Is French really in decline? In the debates over what constitutes ideal versus real French, there is a lot of speculation about where French is going. What is clear is that French is changing. Linguists and sociolinguists have assessed the nature of these changes, or supposed changes, in phonetics, grammar and vocabulary, particularly since 1945. Some of their observations are surprising; at the very least, they prove that change has been going on for centuries and that, contrary to purist ideology, the French language is not fixed, but in constant evolution. But studies also suggest that change is not happening the way most francophones assume it is. Most of this discussion will concentrate on France, with examples from other francophone locations, a choice we made for two reasons. First, we have already established that there are great linguistic variations among francophone countries. And second, France remains to this day the focal point of “standard French”—whether true or imagined—whether linquists call it “central French”, “standard French,” “Parisian French” or “French from France.”

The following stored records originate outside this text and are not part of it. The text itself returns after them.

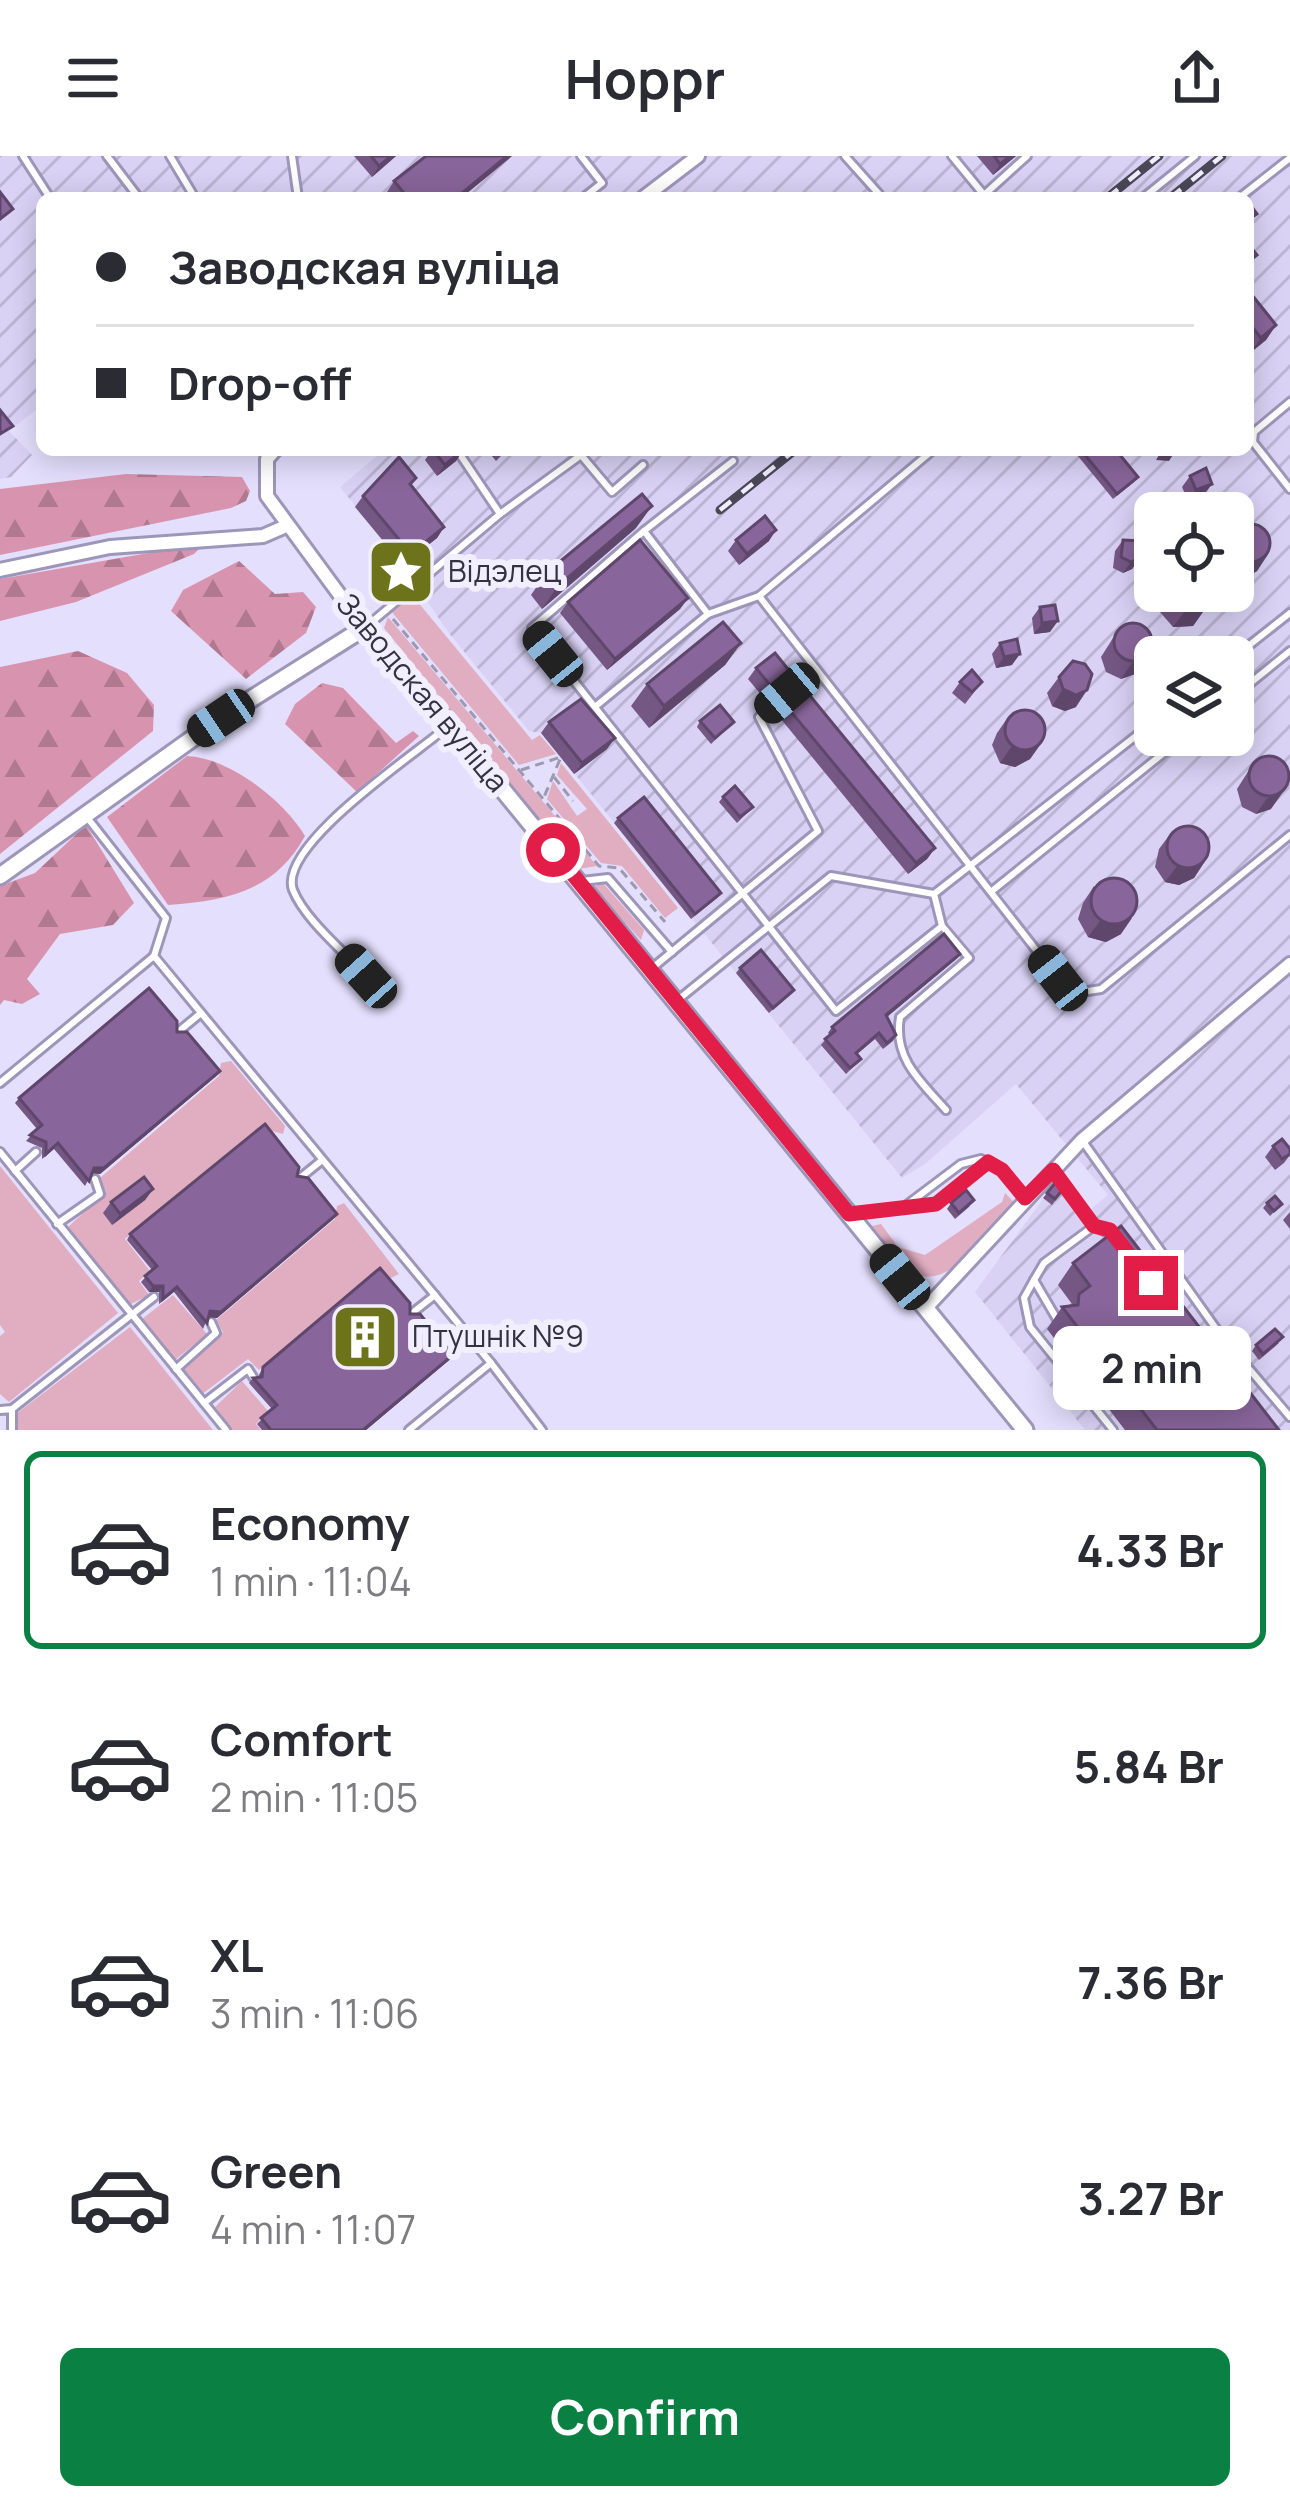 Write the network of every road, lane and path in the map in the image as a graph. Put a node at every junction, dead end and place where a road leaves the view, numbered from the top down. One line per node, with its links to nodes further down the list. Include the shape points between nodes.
1 (23, 156): 12 (lane)
2 (107, 156): 13 (lane)
3 (170, 156): 14 (lane)
4 (292, 156): 15 (lane)
5 (581, 156): 16 (lane, via 602,183)
6 (698, 156): 17 (street)
7 (845, 156): 18 (lane)
8 (952, 156): 19 (lane)
9 (1027, 156): 20 (lane)
10 (1195, 156): 21 (lane)
11 (1290, 158): 22 (lane)
12 (46, 192)
13 (134, 192)
14 (191, 192)
15 (297, 192)
16 (591, 192)
17 (651, 192)
18 (877, 192)
19 (982, 192)
20 (987, 192)
21 (1150, 192)
22 (1247, 192)
23 (1290, 402): 24 (lane)
24 (1254, 432)
25 (1254, 443): 33 (lane)
26 (269, 456): 35 (street, Заводская вуліца, via 267,496)
27 (462, 456): 34 (lane)
28 (580, 456): 34 (lane)
29 (582, 456): 32 (lane, via 612,492)
30 (926, 456): 38 (lane)
31 (733, 461): 36 (lane)
32 (643, 465)
33 (1290, 489)
34 (500, 514): 39 (lane)
35 (286, 526): 37 (street, via 262,536 110,548); 42 (street, Заводская вуліца)
36 (644, 531): 41 (lane); 47 (lane, via 532,628)
37 (0, 569)
38 (759, 596): 41 (lane); 45 (lane)
39 (386, 611): 42 (lane); 51 (path)
40 (1290, 613): 43 (lane)
41 (708, 614): 47 (lane)
42 (364, 628): 48 (street, Заводская вуліца); 55 (street)
43 (1254, 641)
44 (1290, 651): 46 (lane)
45 (816, 669): 57 (lane); 61 (lane, via 759,717 818,831)
46 (1254, 680)
47 (596, 706): 61 (lane)
48 (450, 725): 59 (street, Заводская вуліца); 70 (lane, via 307,843 290,871 294,893)
49 (1134, 738): 57 (lane)
50 (1160, 756): 60 (lane)
51 (519, 770): 52 (path, via 561,757); 53 (path)
52 (553, 775): 53 (path); 54 (path)
53 (543, 799): 63 (path, via 599,866 619,868)
54 (573, 801)
55 (83, 812): 58 (street); 67 (lane, via 166,918)
56 (1290, 835): 60 (lane, via 1102,989 1087,992 1058,978)
57 (974, 868): 60 (lane); 62 (lane)
58 (0, 876)
59 (579, 882): 66 (lane, via 608,878); 69 (street, Заводская вуліца)
60 (992, 891)
61 (744, 894): 64 (lane); 66 (lane)
62 (934, 895): 64 (lane, via 831,877); 65 (lane)
63 (665, 922)
64 (768, 925): 65 (lane, via 836,1011); 71 (lane)
65 (942, 926): 75 (lane, via 969,958 900,1017 898,1030 911,1071)
66 (672, 952): 69 (lane)
67 (154, 956): 72 (lane); 74 (lane)
68 (1290, 964): 76 (street)
69 (651, 969): 71 (street, Заводская вуліца)
70 (366, 976)
71 (676, 1001): 87 (street, Заводская вуліца)
72 (201, 1013): 73 (lane); 79 (lane)
73 (178, 1032)
74 (0, 1084)
75 (946, 1110)
76 (1082, 1140): 81 (street); 105 (lane, via 1222,1337)
77 (0, 1152): 82 (lane)
78 (36, 1152): 82 (lane)
79 (321, 1161): 83 (lane); 92 (lane)
80 (988, 1162): 85 (lane); 86 (lane, via 936,1204); 86 (lane, via 961,1163)
81 (1053, 1170): 85 (street); 89 (lane)
82 (15, 1171): 88 (lane)
83 (300, 1178)
84 (95, 1179): 88 (lane, via 100,1194)
85 (1025, 1198): 94 (street)
86 (904, 1207): 87 (lane)
87 (849, 1214): 94 (street, Заводская вуліца)
88 (56, 1225): 96 (lane)
89 (1094, 1226): 90 (lane, via 1110,1230); 91 (lane)
90 (1123, 1247)
91 (1034, 1280): 97 (lane); 111 (lane, via 1024,1298 1030,1327)
92 (435, 1295): 95 (lane); 99 (lane)
93 (154, 1298): 96 (lane)
94 (926, 1308): 110 (street, Заводская вуліца)
95 (411, 1314)
96 (131, 1316): 100 (lane); 103 (lane)
97 (1058, 1321)
98 (211, 1322): 100 (lane, via 216,1334)
99 (491, 1363): 108 (lane); 109 (lane)
100 (176, 1369): 102 (lane)
101 (253, 1377): 102 (lane, via 248,1370)
102 (204, 1403): 107 (lane)
103 (12, 1409): 104 (lane); 106 (lane)
104 (0, 1410)
105 (1290, 1417)
106 (12, 1430)
107 (226, 1430)
108 (409, 1430)
109 (542, 1430)
110 (1025, 1430)
111 (1113, 1430) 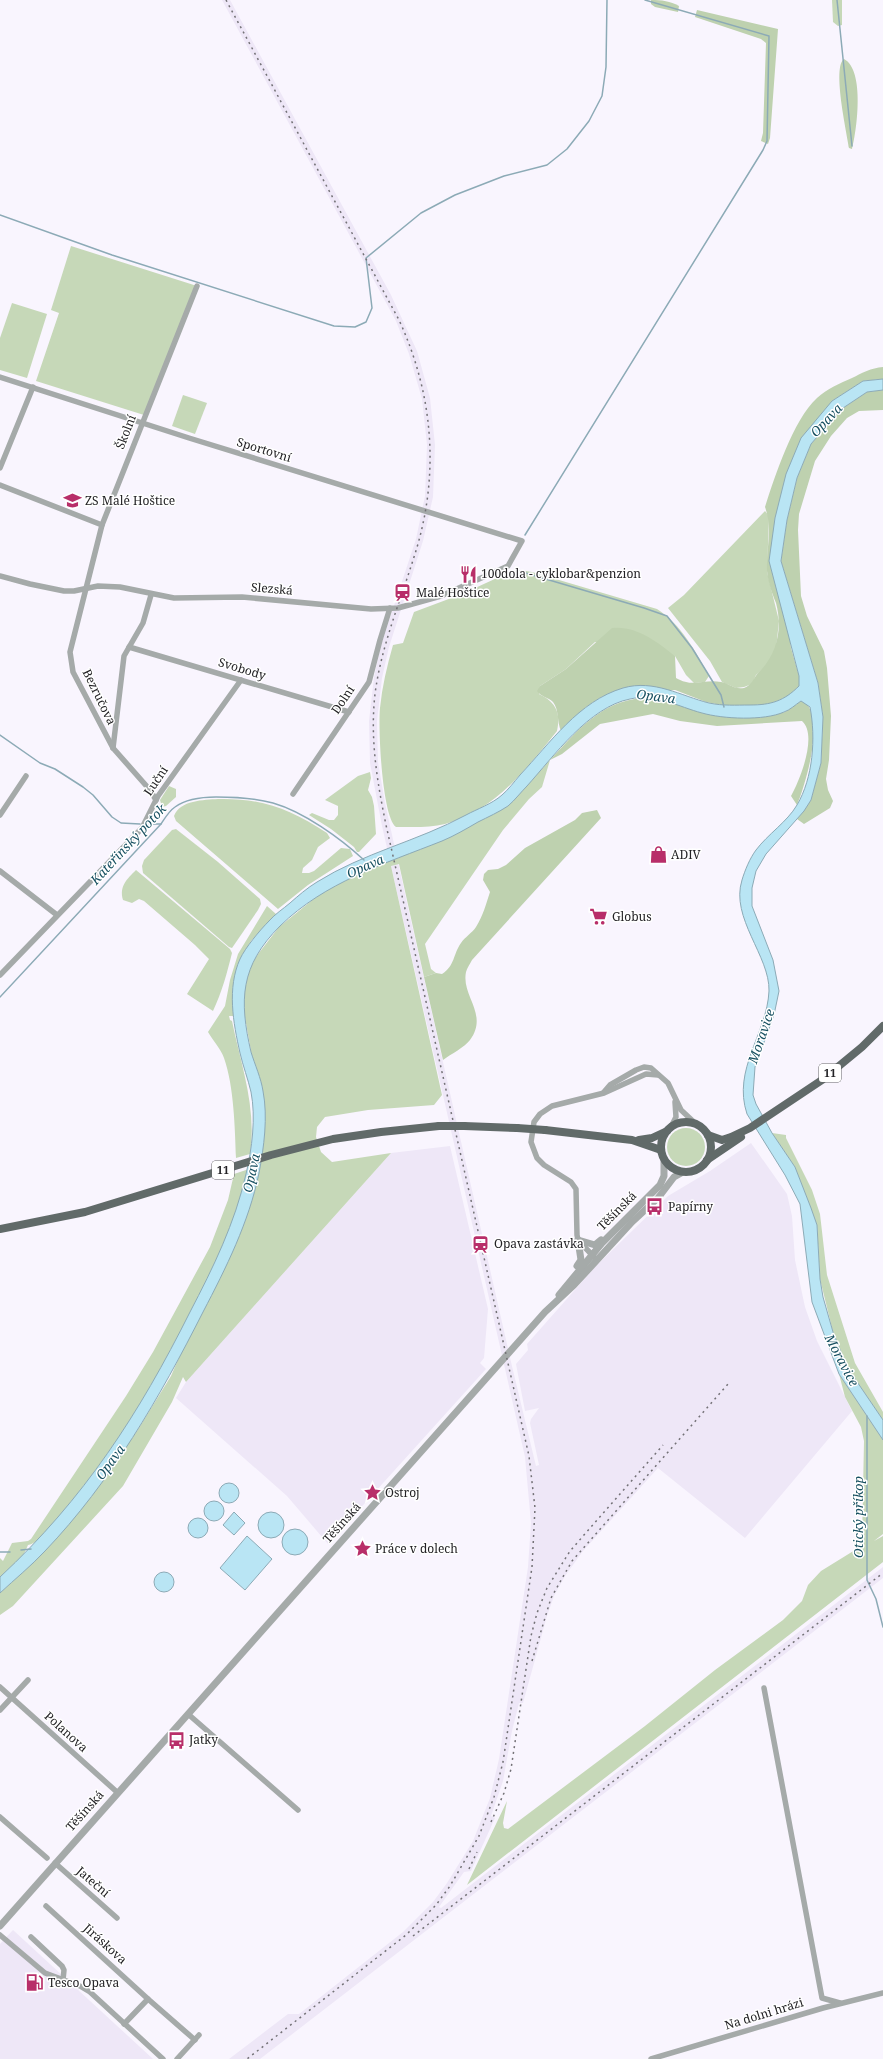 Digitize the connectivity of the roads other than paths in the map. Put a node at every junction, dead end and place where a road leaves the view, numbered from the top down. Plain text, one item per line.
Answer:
1 (196, 286) dead end
2 (0, 377) edge
3 (33, 387) junction
4 (141, 422) junction
5 (0, 468) edge
6 (0, 485) edge
7 (102, 525) junction
8 (522, 541) joint
9 (0, 576) edge
10 (85, 588) junction
11 (151, 595) junction
12 (390, 608) junction
13 (129, 647) junction
14 (241, 680) junction
15 (349, 712) junction
16 (113, 748) junction
17 (26, 776) dead end
18 (293, 794) dead end
19 (156, 800) junction
20 (0, 814) edge
21 (0, 871) edge
22 (57, 915) junction
23 (0, 975) edge
24 (883, 1026) edge
25 (674, 1098) junction
26 (696, 1124) junction
27 (750, 1128) junction
28 (669, 1129) junction
29 (708, 1135) junction
30 (632, 1140) junction
31 (661, 1150) junction
32 (664, 1159) junction
33 (707, 1160) junction
34 (683, 1172) junction
35 (645, 1199) junction
36 (0, 1229) edge
37 (578, 1240) junction
38 (594, 1257) junction
39 (555, 1299) junction
40 (545, 1312) junction
41 (28, 1680) dead end
42 (0, 1687) edge
43 (764, 1688) dead end
44 (11, 1698) junction
45 (0, 1710) edge
46 (188, 1714) junction
47 (118, 1793) junction
48 (298, 1810) dead end
49 (0, 1817) edge
50 (47, 1858) dead end
51 (55, 1863) junction
52 (46, 1906) dead end
53 (117, 1918) dead end
54 (0, 1926) edge
55 (0, 1934) edge
56 (31, 1937) dead end
57 (63, 1980) junction
58 (883, 1993) edge
59 (148, 1999) junction
60 (840, 2003) junction
61 (124, 2024) junction
62 (199, 2035) dead end
63 (195, 2040) junction
64 (163, 2059) edge
65 (177, 2059) edge
66 (651, 2059) edge

1 - 4 street, Školní
2 - 3 street, Sportovní
3 - 4 street, Sportovní
3 - 5 street
4 - 7 street, Školní
4 - 8 street, Sportovní
6 - 7 street
7 - 10 street, Školní
8 - 12 street, Slezská
9 - 10 street, Slezská
10 - 11 street, Slezská
10 - 16 street, Bezručova
11 - 12 street, Slezská
11 - 13 street
12 - 15 street, Dolní
13 - 14 street, Svobody
13 - 16 street
14 - 15 street, Svobody
14 - 19 street, Luční
15 - 18 street, Dolní
16 - 19 street, Bezručova
17 - 20 street
19 - 22 street, Luční
21 - 22 street
22 - 23 street, Luční
24 - 27 main road, 11
25 - 26 street
25 - 28 street
25 - 37 street
26 - 28 main road
26 - 29 main road
27 - 29 main road, 11
27 - 33 main road, 11
28 - 30 main road, 11
28 - 31 main road
29 - 33 main road
30 - 31 main road, 11
30 - 36 main road, 11, bridge
31 - 32 main road, Těšínská
32 - 34 main road
32 - 35 street, Těšínská
33 - 34 main road, Těšínská
34 - 38 street, Těšínská
35 - 37 street
35 - 38 street, Těšínská
37 - 38 street
37 - 39 street
38 - 39 street, Těšínská
38 - 40 street, Těšínská
39 - 40 street, Těšínská
40 - 46 street, Těšínská
41 - 44 street
42 - 44 street, Polanova
43 - 60 street
44 - 45 street
44 - 47 street, Polanova
46 - 47 street, Těšínská
46 - 48 street
47 - 51 street, Těšínská
49 - 50 street
51 - 53 street, Jateční
51 - 54 street, Těšínská
52 - 59 street, Jiráskova
55 - 57 street
56 - 57 street
57 - 61 street
58 - 60 street, Na dolni hrázi
59 - 61 street
59 - 63 street, Jiráskova
60 - 66 street, Na dolni hrázi
61 - 64 street
62 - 63 street
63 - 65 street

Linguists agree that the most impressive changes in standard French since 1945 have been not in vocabulary, but in pronunciation. Prior to the phonograph, there was no way to record the way people spoke, and before the 1920s, recording quality was so bad that only the clearest, cleanest French could be understood. Linguists had to speculate on pronunciation from rhyming in songs and poetry and other less than scientific sources. But even what they found back then should have shaken the certainty of francophones on the supposed
fixité
(fixedness) of their language. Molière, in the first act of his famous play
The Misanthrope,
makes
je trouve
(I find) rhyme with
veuve
(widow). The very colloquial term
mec
(guy) was a nineteenth-century truncation of
maquereau
(pimp), which people then pronounced
mèquereau.

New technologies have, of course, made it possible to study phonetics more thoroughly. At the end of the 1990s, for the twenty-sixth volume of the
Histoire de la langue française 1945–2000,
linguist Fernand Carton put together an extensive description of French pronunciation at the turn of the millennium. Some of Carton’s findings were surprising—notably, the fact that the accentuation (that is, stress or emphasis) in standard French has been shifting since the Second World War. Among the world’s languages, French has traditionally been famous for its lack of accentuation. If there was any, the stress in words fell on the last syllable and, in sentences, on the last word—known as oxytonism. According to Carton that’s now changing. French accentuation today is moving towards the penultimate (second-last) syllable in about half its words. One hears it in the lyrics of popular French music, especially in rap and rock. The change is so profound that French speakers not only pronounce final E’s that should be silent, they frequently pronounce an E at the end of words where there is none, to mark the displacement of the tonal accent. For example, they say
DONC-e
(so),
bonJOUR-e
and
au reVOIR-e.
In Carton’s opinion, Central French is moving back to the tonal system it had in the Middle Ages, which was similar to that of German, English and Italian today, and resembles the French spoken in southern France.